• _Task_: Write the data below out in full, exactly as it stands.

• _Dataset_:

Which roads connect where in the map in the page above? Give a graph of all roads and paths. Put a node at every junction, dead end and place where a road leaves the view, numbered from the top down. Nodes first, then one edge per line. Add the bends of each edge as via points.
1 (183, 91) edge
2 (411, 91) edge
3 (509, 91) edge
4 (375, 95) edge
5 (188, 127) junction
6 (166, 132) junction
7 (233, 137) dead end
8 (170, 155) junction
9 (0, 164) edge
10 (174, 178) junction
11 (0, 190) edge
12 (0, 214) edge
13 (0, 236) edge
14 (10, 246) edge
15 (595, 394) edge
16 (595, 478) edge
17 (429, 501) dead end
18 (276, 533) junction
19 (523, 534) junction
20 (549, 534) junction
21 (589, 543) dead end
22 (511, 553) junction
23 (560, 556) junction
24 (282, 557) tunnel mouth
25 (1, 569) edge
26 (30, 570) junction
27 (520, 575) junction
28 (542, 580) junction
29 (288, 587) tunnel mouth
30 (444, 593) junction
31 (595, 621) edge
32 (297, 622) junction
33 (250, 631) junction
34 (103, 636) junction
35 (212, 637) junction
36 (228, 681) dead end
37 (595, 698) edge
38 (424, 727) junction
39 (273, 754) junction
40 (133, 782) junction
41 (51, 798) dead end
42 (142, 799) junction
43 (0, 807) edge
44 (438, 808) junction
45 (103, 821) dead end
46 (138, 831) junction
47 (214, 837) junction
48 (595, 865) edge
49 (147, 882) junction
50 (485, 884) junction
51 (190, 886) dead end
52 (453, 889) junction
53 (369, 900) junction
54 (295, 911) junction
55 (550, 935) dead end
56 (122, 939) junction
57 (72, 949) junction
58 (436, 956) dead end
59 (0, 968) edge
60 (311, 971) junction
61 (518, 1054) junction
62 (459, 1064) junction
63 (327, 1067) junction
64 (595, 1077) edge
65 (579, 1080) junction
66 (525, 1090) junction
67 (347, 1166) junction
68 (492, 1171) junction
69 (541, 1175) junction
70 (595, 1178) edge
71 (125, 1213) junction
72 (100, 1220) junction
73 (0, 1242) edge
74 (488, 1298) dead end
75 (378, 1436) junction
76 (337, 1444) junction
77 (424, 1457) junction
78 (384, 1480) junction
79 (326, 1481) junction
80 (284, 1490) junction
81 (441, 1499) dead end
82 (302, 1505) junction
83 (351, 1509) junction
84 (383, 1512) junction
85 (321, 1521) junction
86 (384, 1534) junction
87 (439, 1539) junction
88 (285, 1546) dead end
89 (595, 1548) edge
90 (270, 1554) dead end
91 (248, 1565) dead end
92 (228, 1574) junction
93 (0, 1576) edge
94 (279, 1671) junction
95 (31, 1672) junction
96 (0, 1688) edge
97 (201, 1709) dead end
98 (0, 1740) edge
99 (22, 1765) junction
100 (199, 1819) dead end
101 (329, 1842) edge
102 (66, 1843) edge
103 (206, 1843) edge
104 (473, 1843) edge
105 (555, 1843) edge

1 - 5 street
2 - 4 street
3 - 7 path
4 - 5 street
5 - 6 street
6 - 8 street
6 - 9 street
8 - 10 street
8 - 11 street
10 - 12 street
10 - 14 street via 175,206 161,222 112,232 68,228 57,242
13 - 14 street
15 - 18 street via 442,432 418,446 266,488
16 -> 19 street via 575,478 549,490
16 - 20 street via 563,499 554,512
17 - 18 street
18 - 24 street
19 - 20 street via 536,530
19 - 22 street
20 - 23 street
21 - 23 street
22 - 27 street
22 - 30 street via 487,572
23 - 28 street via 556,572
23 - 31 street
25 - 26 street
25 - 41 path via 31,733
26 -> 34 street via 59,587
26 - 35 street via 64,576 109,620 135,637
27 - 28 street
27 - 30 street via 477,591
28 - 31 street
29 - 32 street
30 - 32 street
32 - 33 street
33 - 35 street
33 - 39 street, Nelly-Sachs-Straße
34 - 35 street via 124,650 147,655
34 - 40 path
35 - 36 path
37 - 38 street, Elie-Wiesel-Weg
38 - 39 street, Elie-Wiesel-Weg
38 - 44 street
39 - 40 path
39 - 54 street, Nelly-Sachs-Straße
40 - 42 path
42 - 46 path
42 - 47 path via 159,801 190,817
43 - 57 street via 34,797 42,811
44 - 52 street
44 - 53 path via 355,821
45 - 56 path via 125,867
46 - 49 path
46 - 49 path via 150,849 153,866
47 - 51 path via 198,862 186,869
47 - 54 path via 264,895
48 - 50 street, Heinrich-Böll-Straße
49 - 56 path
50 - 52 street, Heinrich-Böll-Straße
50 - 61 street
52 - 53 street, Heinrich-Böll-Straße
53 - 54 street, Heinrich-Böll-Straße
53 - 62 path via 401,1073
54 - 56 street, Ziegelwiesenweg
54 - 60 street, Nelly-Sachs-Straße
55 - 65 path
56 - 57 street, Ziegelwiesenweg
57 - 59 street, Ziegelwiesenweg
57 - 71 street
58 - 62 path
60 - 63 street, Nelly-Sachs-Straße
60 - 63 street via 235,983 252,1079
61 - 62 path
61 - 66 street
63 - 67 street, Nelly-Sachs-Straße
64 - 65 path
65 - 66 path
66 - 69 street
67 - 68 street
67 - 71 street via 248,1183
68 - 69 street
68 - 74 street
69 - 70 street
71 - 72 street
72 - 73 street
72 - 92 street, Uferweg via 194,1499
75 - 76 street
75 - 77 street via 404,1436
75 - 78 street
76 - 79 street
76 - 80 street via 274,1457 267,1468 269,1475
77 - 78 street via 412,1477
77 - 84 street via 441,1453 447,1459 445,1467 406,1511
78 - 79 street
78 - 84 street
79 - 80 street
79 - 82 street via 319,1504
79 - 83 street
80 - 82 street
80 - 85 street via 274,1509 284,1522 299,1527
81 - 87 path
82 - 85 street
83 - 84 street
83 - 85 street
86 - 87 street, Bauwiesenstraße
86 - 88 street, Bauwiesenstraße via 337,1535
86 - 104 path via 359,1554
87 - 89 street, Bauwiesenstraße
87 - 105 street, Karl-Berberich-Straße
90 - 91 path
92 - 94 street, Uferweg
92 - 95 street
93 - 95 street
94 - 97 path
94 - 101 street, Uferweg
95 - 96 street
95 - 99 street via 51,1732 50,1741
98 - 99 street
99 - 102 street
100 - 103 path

• _Result for this exercise_:
Which roads connect where in the map in the page above? Give a graph of all roads and paths. Put a node at every junction, dead end and place where a road leaves the view, numbered from the top down. Nodes first, then one edge per line. Add the bends of each edge as via points.
1 (183, 91) edge
2 (411, 91) edge
3 (509, 91) edge
4 (375, 95) edge
5 (188, 127) junction
6 (166, 132) junction
7 (233, 137) dead end
8 (170, 155) junction
9 (0, 164) edge
10 (174, 178) junction
11 (0, 190) edge
12 (0, 214) edge
13 (0, 236) edge
14 (10, 246) edge
15 (595, 394) edge
16 (595, 478) edge
17 (429, 501) dead end
18 (276, 533) junction
19 (523, 534) junction
20 (549, 534) junction
21 (589, 543) dead end
22 (511, 553) junction
23 (560, 556) junction
24 (282, 557) tunnel mouth
25 (1, 569) edge
26 (30, 570) junction
27 (520, 575) junction
28 (542, 580) junction
29 (288, 587) tunnel mouth
30 (444, 593) junction
31 (595, 621) edge
32 (297, 622) junction
33 (250, 631) junction
34 (103, 636) junction
35 (212, 637) junction
36 (228, 681) dead end
37 (595, 698) edge
38 (424, 727) junction
39 (273, 754) junction
40 (133, 782) junction
41 (51, 798) dead end
42 (142, 799) junction
43 (0, 807) edge
44 (438, 808) junction
45 (103, 821) dead end
46 (138, 831) junction
47 (214, 837) junction
48 (595, 865) edge
49 (147, 882) junction
50 (485, 884) junction
51 (190, 886) dead end
52 (453, 889) junction
53 (369, 900) junction
54 (295, 911) junction
55 (550, 935) dead end
56 (122, 939) junction
57 (72, 949) junction
58 (436, 956) dead end
59 (0, 968) edge
60 (311, 971) junction
61 (518, 1054) junction
62 (459, 1064) junction
63 (327, 1067) junction
64 (595, 1077) edge
65 (579, 1080) junction
66 (525, 1090) junction
67 (347, 1166) junction
68 (492, 1171) junction
69 (541, 1175) junction
70 (595, 1178) edge
71 (125, 1213) junction
72 (100, 1220) junction
73 (0, 1242) edge
74 (488, 1298) dead end
75 (378, 1436) junction
76 (337, 1444) junction
77 (424, 1457) junction
78 (384, 1480) junction
79 (326, 1481) junction
80 (284, 1490) junction
81 (441, 1499) dead end
82 (302, 1505) junction
83 (351, 1509) junction
84 (383, 1512) junction
85 (321, 1521) junction
86 (384, 1534) junction
87 (439, 1539) junction
88 (285, 1546) dead end
89 (595, 1548) edge
90 (270, 1554) dead end
91 (248, 1565) dead end
92 (228, 1574) junction
93 (0, 1576) edge
94 (279, 1671) junction
95 (31, 1672) junction
96 (0, 1688) edge
97 (201, 1709) dead end
98 (0, 1740) edge
99 (22, 1765) junction
100 (199, 1819) dead end
101 (329, 1842) edge
102 (66, 1843) edge
103 (206, 1843) edge
104 (473, 1843) edge
105 (555, 1843) edge

1 - 5 street
2 - 4 street
3 - 7 path
4 - 5 street
5 - 6 street
6 - 8 street
6 - 9 street
8 - 10 street
8 - 11 street
10 - 12 street
10 - 14 street via 175,206 161,222 112,232 68,228 57,242
13 - 14 street
15 - 18 street via 442,432 418,446 266,488
16 -> 19 street via 575,478 549,490
16 - 20 street via 563,499 554,512
17 - 18 street
18 - 24 street
19 - 20 street via 536,530
19 - 22 street
20 - 23 street
21 - 23 street
22 - 27 street
22 - 30 street via 487,572
23 - 28 street via 556,572
23 - 31 street
25 - 26 street
25 - 41 path via 31,733
26 -> 34 street via 59,587
26 - 35 street via 64,576 109,620 135,637
27 - 28 street
27 - 30 street via 477,591
28 - 31 street
29 - 32 street
30 - 32 street
32 - 33 street
33 - 35 street
33 - 39 street, Nelly-Sachs-Straße
34 - 35 street via 124,650 147,655
34 - 40 path
35 - 36 path
37 - 38 street, Elie-Wiesel-Weg
38 - 39 street, Elie-Wiesel-Weg
38 - 44 street
39 - 40 path
39 - 54 street, Nelly-Sachs-Straße
40 - 42 path
42 - 46 path
42 - 47 path via 159,801 190,817
43 - 57 street via 34,797 42,811
44 - 52 street
44 - 53 path via 355,821
45 - 56 path via 125,867
46 - 49 path
46 - 49 path via 150,849 153,866
47 - 51 path via 198,862 186,869
47 - 54 path via 264,895
48 - 50 street, Heinrich-Böll-Straße
49 - 56 path
50 - 52 street, Heinrich-Böll-Straße
50 - 61 street
52 - 53 street, Heinrich-Böll-Straße
53 - 54 street, Heinrich-Böll-Straße
53 - 62 path via 401,1073
54 - 56 street, Ziegelwiesenweg
54 - 60 street, Nelly-Sachs-Straße
55 - 65 path
56 - 57 street, Ziegelwiesenweg
57 - 59 street, Ziegelwiesenweg
57 - 71 street
58 - 62 path
60 - 63 street, Nelly-Sachs-Straße
60 - 63 street via 235,983 252,1079
61 - 62 path
61 - 66 street
63 - 67 street, Nelly-Sachs-Straße
64 - 65 path
65 - 66 path
66 - 69 street
67 - 68 street
67 - 71 street via 248,1183
68 - 69 street
68 - 74 street
69 - 70 street
71 - 72 street
72 - 73 street
72 - 92 street, Uferweg via 194,1499
75 - 76 street
75 - 77 street via 404,1436
75 - 78 street
76 - 79 street
76 - 80 street via 274,1457 267,1468 269,1475
77 - 78 street via 412,1477
77 - 84 street via 441,1453 447,1459 445,1467 406,1511
78 - 79 street
78 - 84 street
79 - 80 street
79 - 82 street via 319,1504
79 - 83 street
80 - 82 street
80 - 85 street via 274,1509 284,1522 299,1527
81 - 87 path
82 - 85 street
83 - 84 street
83 - 85 street
86 - 87 street, Bauwiesenstraße
86 - 88 street, Bauwiesenstraße via 337,1535
86 - 104 path via 359,1554
87 - 89 street, Bauwiesenstraße
87 - 105 street, Karl-Berberich-Straße
90 - 91 path
92 - 94 street, Uferweg
92 - 95 street
93 - 95 street
94 - 97 path
94 - 101 street, Uferweg
95 - 96 street
95 - 99 street via 51,1732 50,1741
98 - 99 street
99 - 102 street
100 - 103 path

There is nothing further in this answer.